RECORDED DATA:
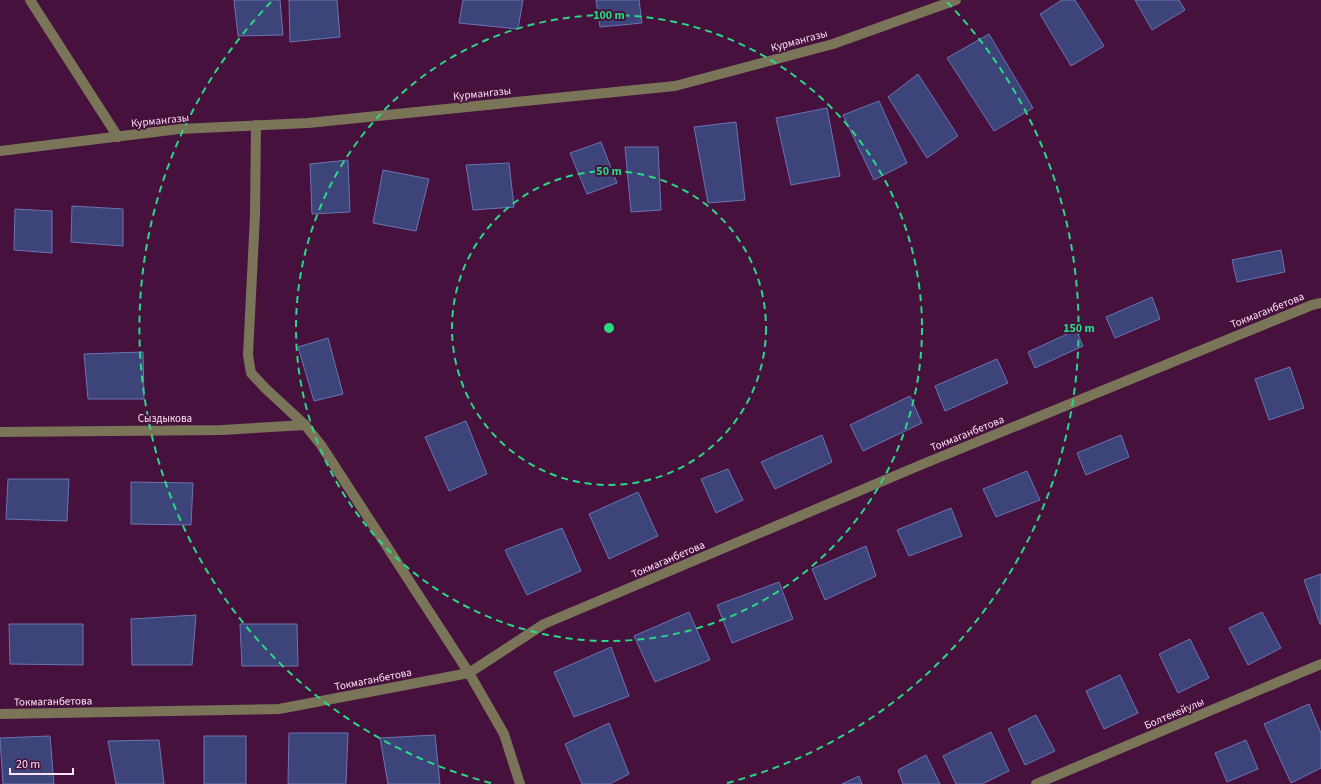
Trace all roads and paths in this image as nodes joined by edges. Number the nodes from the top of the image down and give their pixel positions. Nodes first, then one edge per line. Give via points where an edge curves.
1 (30, 0) edge
2 (956, 0) edge
3 (256, 125) junction
4 (118, 137) junction
5 (0, 151) edge
6 (1321, 303) edge
7 (305, 425) junction
8 (0, 432) edge
9 (1321, 664) edge
10 (469, 673) junction
11 (0, 714) edge
12 (520, 784) edge
13 (1036, 784) edge

1 - 4 street
2 - 3 street, Курмангазы via 833,44 675,86 308,123
3 - 4 street, Курмангазы via 179,129
3 - 7 street via 255,215 248,355 251,372
4 - 5 street, Курмангазы
6 - 10 street, Токмаганбетова via 922,464 544,624
7 - 8 street, Сыздыкова via 222,430
7 - 10 street via 321,445
9 - 13 street, Болтекейулы
10 - 11 street, Токмаганбетова via 279,709
10 - 12 street via 504,734

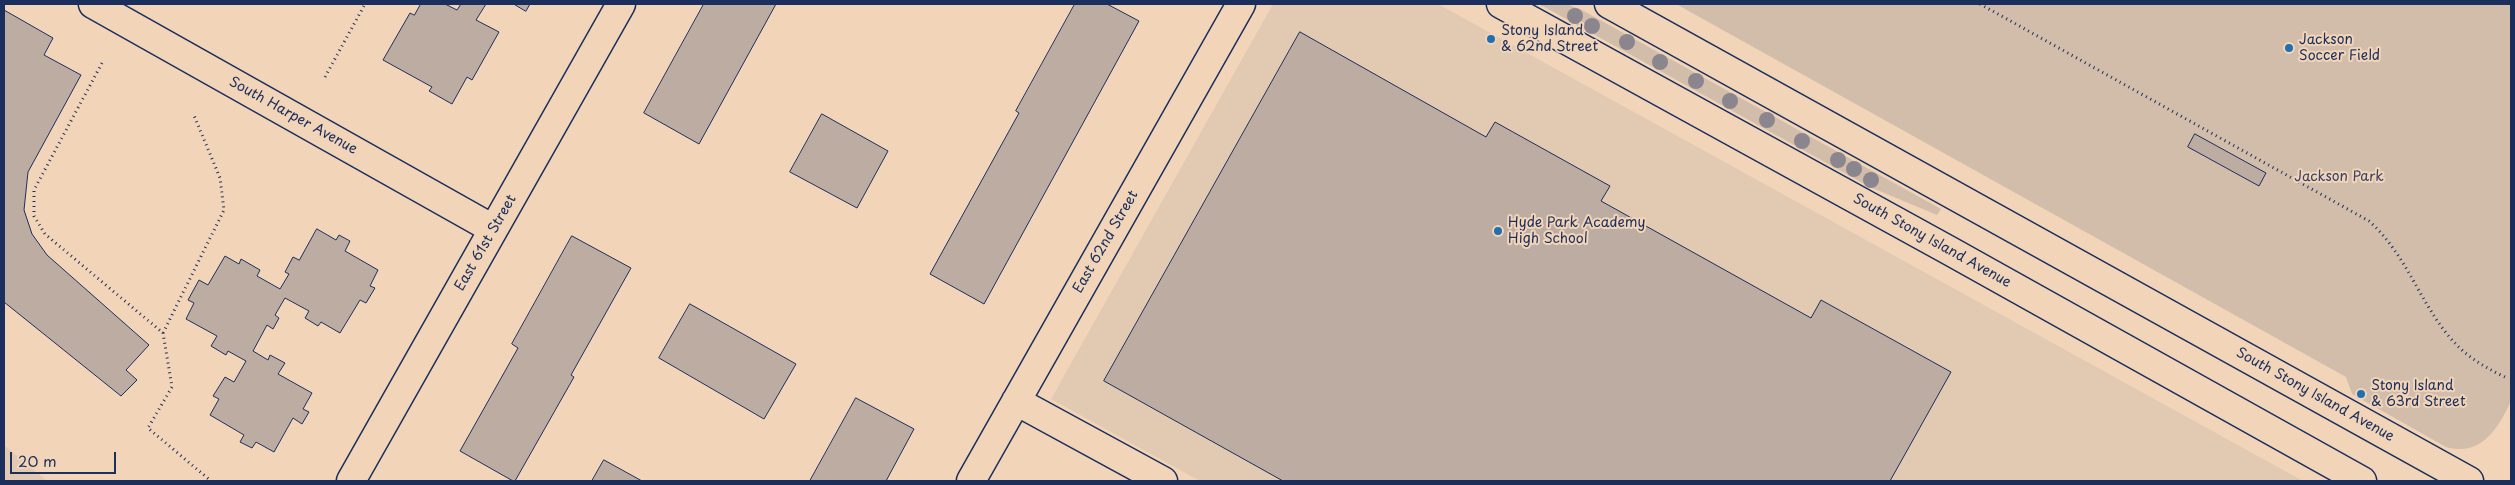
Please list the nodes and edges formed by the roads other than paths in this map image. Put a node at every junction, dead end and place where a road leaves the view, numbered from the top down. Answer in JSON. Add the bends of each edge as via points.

WHAT NEEDS TO BE DONE: Return the data exactly. Pictures stay out.

ANSWER TO THE PROBLEM:
Trace all roads and paths in this image as nodes joined by edges. Number the nodes from the top of the image down and give their pixel positions. Nodes first, then one edge per line. Give via points where an edge curves.
1 (30, 0) edge
2 (956, 0) edge
3 (256, 125) junction
4 (118, 137) junction
5 (0, 151) edge
6 (1321, 303) edge
7 (305, 425) junction
8 (0, 432) edge
9 (1321, 664) edge
10 (469, 673) junction
11 (0, 714) edge
12 (520, 784) edge
13 (1036, 784) edge

1 - 4 street
2 - 3 street, Курмангазы via 833,44 675,86 308,123
3 - 4 street, Курмангазы via 179,129
3 - 7 street via 255,215 248,355 251,372
4 - 5 street, Курмангазы
6 - 10 street, Токмаганбетова via 922,464 544,624
7 - 8 street, Сыздыкова via 222,430
7 - 10 street via 321,445
9 - 13 street, Болтекейулы
10 - 11 street, Токмаганбетова via 279,709
10 - 12 street via 504,734

Please list the nodes and edges formed by the roads other than paths in this map image. Put a node at every junction, dead end and place where a road leaves the view, numbered from the top down. Answer in JSON. Add the bends of each edge as via points.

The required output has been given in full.